Al Alvarez. Facebook photo.

By John Heinis/Hudson County View

“Despite the very public and political attention this case has garnered, two separate and independent law enforcement investigations have now come to the same conclusion: That there is no basis to pursue criminal charges,” his attorneys, John Hogan and Stacy Ann Biancamano, said in a statement today.

“Although he has now been cleared by two independent investigations, his vindication seems conciliatory when compared with the damage that has already been caused. These unsubstantiated allegations led to Mr. Alvarez being unfairly forced to resign and have devastated his promising career, not to mention the emotional toll this process has taken upon him and his loved ones.”

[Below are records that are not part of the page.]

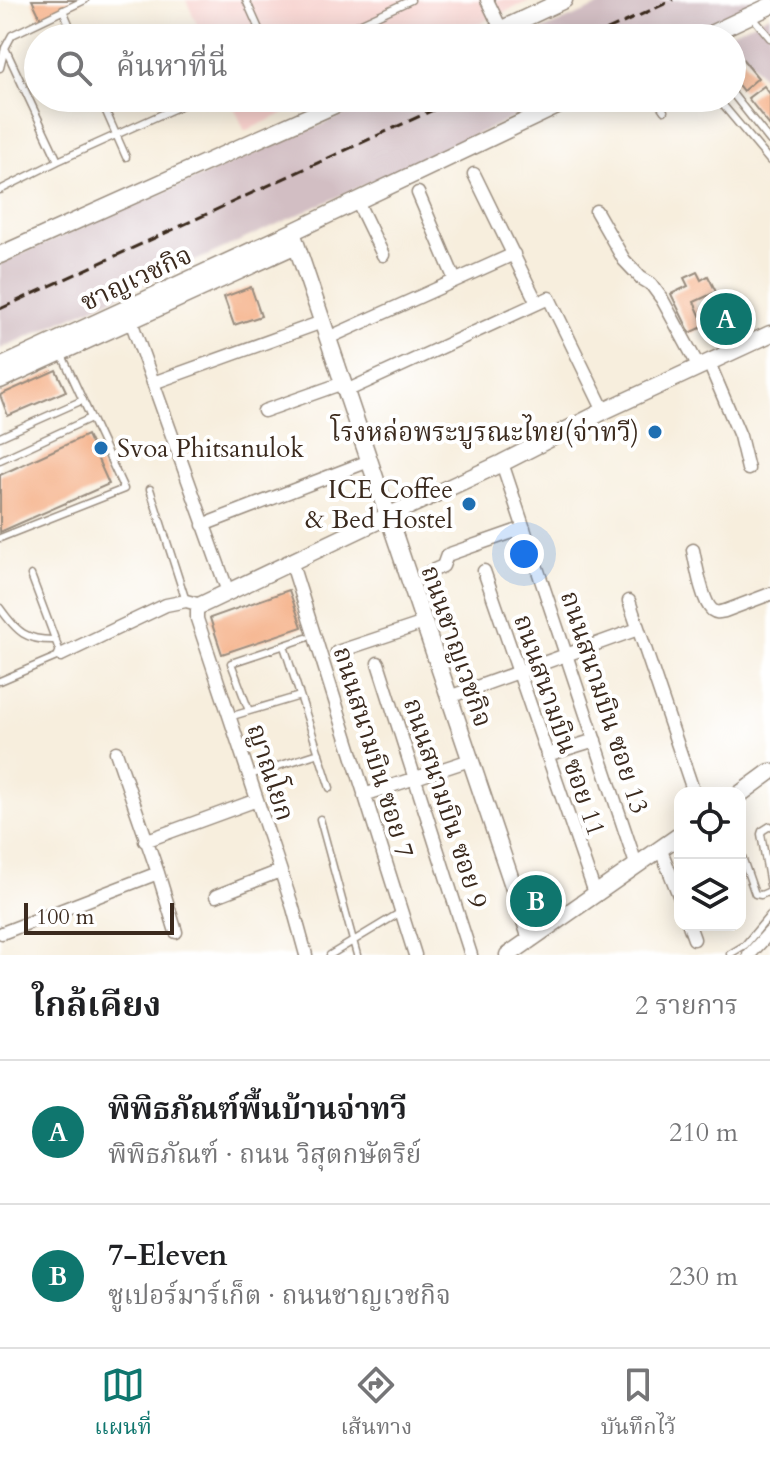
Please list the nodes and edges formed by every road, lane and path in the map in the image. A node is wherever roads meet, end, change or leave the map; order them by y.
1 (85, 0) edge
2 (246, 0) edge
3 (411, 0) edge
4 (487, 0) edge
5 (564, 0) edge
6 (770, 6) edge
7 (63, 10) junction
8 (751, 15) junction
9 (34, 24) edge
10 (69, 24) edge
11 (257, 24) edge
12 (359, 24) edge
13 (499, 24) edge
14 (512, 24) edge
15 (732, 24) edge
16 (24, 29) edge
17 (770, 38) edge
18 (5, 48) junction
19 (0, 68) edge
20 (24, 89) edge
21 (746, 110) edge
22 (35, 112) edge
23 (106, 112) edge
24 (168, 112) edge
25 (319, 112) edge
26 (545, 112) edge
27 (729, 112) edge
28 (734, 112) edge
29 (731, 115) junction
30 (116, 136) junction
31 (770, 141) edge
32 (126, 157) dead end
33 (58, 161) junction
34 (770, 161) edge
35 (474, 174) dead end
36 (0, 190) edge
37 (418, 193) dead end
38 (357, 201) junction
39 (596, 211) dead end
40 (294, 238) junction
41 (514, 254) junction
42 (0, 255) edge
43 (383, 255) dead end
44 (455, 280) junction
45 (537, 303) junction
46 (131, 321) junction
47 (325, 330) junction
48 (770, 334) edge
49 (61, 353) junction
50 (704, 365) junction
51 (0, 367) edge
52 (0, 380) edge
53 (153, 383) junction
54 (344, 387) junction
55 (83, 400) junction
56 (264, 411) dead end
57 (604, 411) junction
58 (91, 418) junction
59 (0, 437) edge
60 (0, 460) edge
61 (369, 461) junction
62 (502, 463) junction
63 (748, 469) dead end
64 (150, 489) dead end
65 (388, 516) junction
66 (203, 525) junction
67 (524, 528) junction
68 (0, 538) edge
69 (693, 550) dead end
70 (291, 561) junction
71 (484, 571) dead end
72 (425, 574) dead end
73 (31, 575) dead end
74 (228, 592) junction
75 (770, 594) edge
76 (629, 601) dead end
77 (194, 603) junction
78 (0, 608) edge
79 (424, 623) junction
80 (638, 629) junction
81 (306, 638) dead end
82 (56, 640) junction
83 (284, 646) junction
84 (337, 652) dead end
85 (61, 655) junction
86 (566, 655) junction
87 (378, 663) dead end
88 (519, 672) junction
89 (0, 681) edge
90 (300, 696) junction
91 (449, 697) junction
92 (249, 711) junction
93 (229, 717) junction
94 (595, 740) junction
95 (116, 752) dead end
96 (319, 753) junction
97 (547, 755) junction
98 (470, 760) junction
99 (770, 772) edge
100 (249, 775) junction
101 (414, 779) junction
102 (692, 787) edge
103 (330, 788) dead end
104 (746, 790) edge
105 (364, 795) junction
106 (257, 800) junction
107 (320, 819) dead end
108 (770, 826) edge
109 (674, 839) edge
110 (145, 841) junction
111 (660, 848) junction
112 (743, 859) edge
113 (636, 864) junction
114 (280, 871) junction
115 (158, 873) junction
116 (674, 883) edge
117 (770, 885) edge
118 (770, 891) edge
119 (595, 893) junction
120 (216, 896) dead end
121 (401, 912) junction
122 (770, 915) edge
123 (691, 931) edge
124 (176, 932) dead end
125 (770, 932) edge
126 (2, 933) edge
127 (531, 939) junction
128 (694, 939) dead end
129 (353, 941) junction
130 (730, 954) edge
131 (306, 955) edge
132 (330, 955) edge
133 (357, 955) edge
134 (415, 955) edge
135 (471, 955) edge
136 (508, 955) edge
137 (749, 955) edge

1 - 7 lane
2 - 11 lane
3 - 12 lane
4 - 13 street
5 - 14 street
6 - 8 street
7 - 9 lane
7 - 10 lane
8 - 15 street
8 - 17 lane
16 - 18 lane
18 - 19 lane
18 - 20 lane
21 - 31 lane
22 - 33 lane
23 - 30 lane
24 - 30 lane
25 - 42 street
26 - 38 street
27 - 29 lane
28 - 29 lane
29 - 34 lane
30 - 32 lane
30 - 33 lane
33 - 36 lane
35 - 41 street
37 - 44 street
38 - 40 street
38 - 43 street
39 - 50 street
40 - 46 street
40 - 47 street, ถนนชาญเวชกิจ
40 - 51 street, ชาญเวชกิจ
41 - 44 street
41 - 45 street
44 - 47 street
45 - 54 street
45 - 57 street
46 - 49 street
46 - 53 street
47 - 53 street
47 - 54 street, ถนนชาญเวชกิจ
48 - 50 street
49 - 52 street
49 - 55 lane
50 - 57 street
50 - 63 street
53 - 66 street
54 - 56 street
54 - 61 street, ถนนชาญเวชกิจ
55 - 58 lane
55 - 59 lane
57 - 62 street
58 - 60 lane
58 - 68 lane
61 - 65 street, ถนนชาญเวชกิจ
61 - 66 street
62 - 65 street
62 - 67 street, ถนนสนามบิน ซอย 13
64 - 77 lane
65 - 70 street
65 - 79 street, ถนนชาญเวชกิจ
66 - 74 street
67 - 72 street
67 - 86 street, ถนนสนามบิน ซอย 13
69 - 75 street
70 - 74 street
70 - 105 street, ถนนสนามบิน ซอย 7
71 - 88 street, ถนนสนามบิน ซอย 11
73 - 82 lane
74 - 77 street
76 - 80 street
77 - 85 street
77 - 93 street, ญาณโยก
78 - 82 lane
79 - 84 street
79 - 91 street, ถนนชาญเวชกิจ
80 - 86 street
80 - 102 street
81 - 83 lane
82 - 85 lane
83 - 90 lane
83 - 92 lane
85 - 89 lane
86 - 88 street
86 - 94 street, ถนนสนามบิน ซอย 13
87 - 101 street, ถนนสนามบิน ซอย 9
88 - 91 street
88 - 97 street, ถนนสนามบิน ซอย 11
90 - 92 lane
90 - 96 lane
91 - 98 street, ถนนชาญเวชกิจ
92 - 93 lane
93 - 100 street, ญาณโยก
94 - 97 street
94 - 113 street, ถนนสนามบิน ซอย 13
95 - 110 street
96 - 100 lane
96 - 103 lane
97 - 119 street, ถนนสนามบิน ซอย 11
98 - 101 street
98 - 127 street, ถนนชาญเวชกิจ
99 - 104 street
100 - 106 street, ญาณโยก
101 - 105 street
101 - 135 street, ถนนสนามบิน ซอย 9
105 - 121 street, ถนนสนามบิน ซอย 7
106 - 110 street
106 - 114 street, ญาณโยก
107 - 129 lane
108 - 117 lane
109 - 111 street
110 - 115 street
111 - 113 street
111 - 116 street
112 - 118 lane
113 - 119 street
114 - 120 street
114 - 131 street, ญาณโยก
115 - 124 street
115 - 126 street
119 - 127 street
121 - 129 lane
121 - 134 street, ถนนสนามบิน ซอย 7
122 - 130 lane
123 - 128 street
125 - 137 street
127 - 136 street
129 - 132 lane
129 - 133 lane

The remarks come a day after the Middlesex County Prosecutor’s Office came to the same conclusion that their counterparts in Hudson County did: that there was not enough evidence to charge Alvarez with a crime.

According to Hogan and Biancamano, the events that occurred on the evening detailed at Brennan’s Jersey City apartment in April 2017 were consensual and that there is still no “credible evidence” to prove otherwise.

Of course, Brennan’s attorneys saw it a different way, claiming that their client continued to be denied justice.

“The Hudson County Prosecutor’s Office failed Katie Brennan. The Governor’s staff failed her. The Attorney General failed her. And now the Middlesex County Prosecutor’s Office has failed her as well,” said Katy McClure, calling the MCPO decision “an egregious miscarriage of justice.”

McClure further stated that the MCPO did not contact Brennan in any way before publicly releasing their findings, with her other attorney Alan Zegas, called the MCPO’s decision “outrageous,” noting they did not meet with any witnesses named in Brennan’s civil complaint against the state.